Your instructions: Reproduce the whole listing exactly.

Working data:
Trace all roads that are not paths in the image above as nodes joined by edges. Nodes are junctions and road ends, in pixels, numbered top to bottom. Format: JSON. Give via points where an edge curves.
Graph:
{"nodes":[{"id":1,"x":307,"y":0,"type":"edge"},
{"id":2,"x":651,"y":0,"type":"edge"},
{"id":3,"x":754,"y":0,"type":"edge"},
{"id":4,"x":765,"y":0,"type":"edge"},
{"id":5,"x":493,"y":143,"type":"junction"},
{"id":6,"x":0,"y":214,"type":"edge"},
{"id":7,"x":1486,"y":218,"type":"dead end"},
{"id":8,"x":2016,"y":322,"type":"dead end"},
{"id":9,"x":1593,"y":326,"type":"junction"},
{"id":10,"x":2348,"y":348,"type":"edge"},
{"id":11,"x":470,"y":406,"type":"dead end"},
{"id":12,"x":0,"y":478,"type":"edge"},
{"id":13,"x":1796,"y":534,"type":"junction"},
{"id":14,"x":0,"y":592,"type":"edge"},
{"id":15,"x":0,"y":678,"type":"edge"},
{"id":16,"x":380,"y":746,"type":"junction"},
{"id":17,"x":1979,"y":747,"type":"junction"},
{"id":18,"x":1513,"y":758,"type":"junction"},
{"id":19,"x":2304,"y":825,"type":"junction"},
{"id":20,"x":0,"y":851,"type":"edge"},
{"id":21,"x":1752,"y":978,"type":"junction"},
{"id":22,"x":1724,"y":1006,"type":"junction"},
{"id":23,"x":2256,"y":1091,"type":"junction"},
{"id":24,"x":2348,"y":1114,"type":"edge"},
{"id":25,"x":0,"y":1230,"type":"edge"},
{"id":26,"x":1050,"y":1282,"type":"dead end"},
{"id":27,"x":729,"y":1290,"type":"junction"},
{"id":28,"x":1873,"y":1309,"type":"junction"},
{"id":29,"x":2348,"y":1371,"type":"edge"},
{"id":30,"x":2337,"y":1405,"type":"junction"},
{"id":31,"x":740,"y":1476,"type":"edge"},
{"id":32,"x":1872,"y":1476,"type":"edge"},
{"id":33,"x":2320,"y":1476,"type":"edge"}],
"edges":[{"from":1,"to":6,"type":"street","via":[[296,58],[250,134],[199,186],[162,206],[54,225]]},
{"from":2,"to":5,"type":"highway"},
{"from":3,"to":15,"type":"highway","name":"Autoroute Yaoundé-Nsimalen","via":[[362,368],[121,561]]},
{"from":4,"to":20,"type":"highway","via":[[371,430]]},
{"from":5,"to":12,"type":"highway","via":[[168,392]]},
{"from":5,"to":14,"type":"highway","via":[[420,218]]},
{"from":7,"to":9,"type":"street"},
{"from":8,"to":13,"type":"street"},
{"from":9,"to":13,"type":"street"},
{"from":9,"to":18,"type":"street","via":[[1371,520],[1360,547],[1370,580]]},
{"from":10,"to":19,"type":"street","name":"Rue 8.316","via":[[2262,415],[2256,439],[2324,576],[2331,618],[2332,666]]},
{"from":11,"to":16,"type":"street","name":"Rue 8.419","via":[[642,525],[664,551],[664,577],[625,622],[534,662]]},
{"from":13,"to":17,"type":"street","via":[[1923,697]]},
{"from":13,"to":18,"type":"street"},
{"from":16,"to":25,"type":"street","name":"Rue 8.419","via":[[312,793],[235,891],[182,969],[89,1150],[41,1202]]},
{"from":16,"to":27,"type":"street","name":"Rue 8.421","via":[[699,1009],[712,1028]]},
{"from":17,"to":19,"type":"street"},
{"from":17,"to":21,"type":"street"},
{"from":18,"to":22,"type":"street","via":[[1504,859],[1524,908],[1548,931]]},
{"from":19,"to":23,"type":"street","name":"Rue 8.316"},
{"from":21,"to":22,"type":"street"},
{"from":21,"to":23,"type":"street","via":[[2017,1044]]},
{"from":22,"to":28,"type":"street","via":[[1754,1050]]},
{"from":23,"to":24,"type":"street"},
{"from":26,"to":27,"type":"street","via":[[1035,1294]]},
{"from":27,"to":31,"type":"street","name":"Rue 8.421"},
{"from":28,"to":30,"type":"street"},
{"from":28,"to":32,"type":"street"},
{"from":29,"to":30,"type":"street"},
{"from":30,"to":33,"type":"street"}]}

Written answer:
Trace all roads that are not paths in the image above as nodes joined by edges. Nodes are junctions and road ends, in pixels, numbered top to bottom. Format: JSON. Give via points where an edge curves.
Graph:
{"nodes":[{"id":1,"x":307,"y":0,"type":"edge"},
{"id":2,"x":651,"y":0,"type":"edge"},
{"id":3,"x":754,"y":0,"type":"edge"},
{"id":4,"x":765,"y":0,"type":"edge"},
{"id":5,"x":493,"y":143,"type":"junction"},
{"id":6,"x":0,"y":214,"type":"edge"},
{"id":7,"x":1486,"y":218,"type":"dead end"},
{"id":8,"x":2016,"y":322,"type":"dead end"},
{"id":9,"x":1593,"y":326,"type":"junction"},
{"id":10,"x":2348,"y":348,"type":"edge"},
{"id":11,"x":470,"y":406,"type":"dead end"},
{"id":12,"x":0,"y":478,"type":"edge"},
{"id":13,"x":1796,"y":534,"type":"junction"},
{"id":14,"x":0,"y":592,"type":"edge"},
{"id":15,"x":0,"y":678,"type":"edge"},
{"id":16,"x":380,"y":746,"type":"junction"},
{"id":17,"x":1979,"y":747,"type":"junction"},
{"id":18,"x":1513,"y":758,"type":"junction"},
{"id":19,"x":2304,"y":825,"type":"junction"},
{"id":20,"x":0,"y":851,"type":"edge"},
{"id":21,"x":1752,"y":978,"type":"junction"},
{"id":22,"x":1724,"y":1006,"type":"junction"},
{"id":23,"x":2256,"y":1091,"type":"junction"},
{"id":24,"x":2348,"y":1114,"type":"edge"},
{"id":25,"x":0,"y":1230,"type":"edge"},
{"id":26,"x":1050,"y":1282,"type":"dead end"},
{"id":27,"x":729,"y":1290,"type":"junction"},
{"id":28,"x":1873,"y":1309,"type":"junction"},
{"id":29,"x":2348,"y":1371,"type":"edge"},
{"id":30,"x":2337,"y":1405,"type":"junction"},
{"id":31,"x":740,"y":1476,"type":"edge"},
{"id":32,"x":1872,"y":1476,"type":"edge"},
{"id":33,"x":2320,"y":1476,"type":"edge"}],
"edges":[{"from":1,"to":6,"type":"street","via":[[296,58],[250,134],[199,186],[162,206],[54,225]]},
{"from":2,"to":5,"type":"highway"},
{"from":3,"to":15,"type":"highway","name":"Autoroute Yaoundé-Nsimalen","via":[[362,368],[121,561]]},
{"from":4,"to":20,"type":"highway","via":[[371,430]]},
{"from":5,"to":12,"type":"highway","via":[[168,392]]},
{"from":5,"to":14,"type":"highway","via":[[420,218]]},
{"from":7,"to":9,"type":"street"},
{"from":8,"to":13,"type":"street"},
{"from":9,"to":13,"type":"street"},
{"from":9,"to":18,"type":"street","via":[[1371,520],[1360,547],[1370,580]]},
{"from":10,"to":19,"type":"street","name":"Rue 8.316","via":[[2262,415],[2256,439],[2324,576],[2331,618],[2332,666]]},
{"from":11,"to":16,"type":"street","name":"Rue 8.419","via":[[642,525],[664,551],[664,577],[625,622],[534,662]]},
{"from":13,"to":17,"type":"street","via":[[1923,697]]},
{"from":13,"to":18,"type":"street"},
{"from":16,"to":25,"type":"street","name":"Rue 8.419","via":[[312,793],[235,891],[182,969],[89,1150],[41,1202]]},
{"from":16,"to":27,"type":"street","name":"Rue 8.421","via":[[699,1009],[712,1028]]},
{"from":17,"to":19,"type":"street"},
{"from":17,"to":21,"type":"street"},
{"from":18,"to":22,"type":"street","via":[[1504,859],[1524,908],[1548,931]]},
{"from":19,"to":23,"type":"street","name":"Rue 8.316"},
{"from":21,"to":22,"type":"street"},
{"from":21,"to":23,"type":"street","via":[[2017,1044]]},
{"from":22,"to":28,"type":"street","via":[[1754,1050]]},
{"from":23,"to":24,"type":"street"},
{"from":26,"to":27,"type":"street","via":[[1035,1294]]},
{"from":27,"to":31,"type":"street","name":"Rue 8.421"},
{"from":28,"to":30,"type":"street"},
{"from":28,"to":32,"type":"street"},
{"from":29,"to":30,"type":"street"},
{"from":30,"to":33,"type":"street"}]}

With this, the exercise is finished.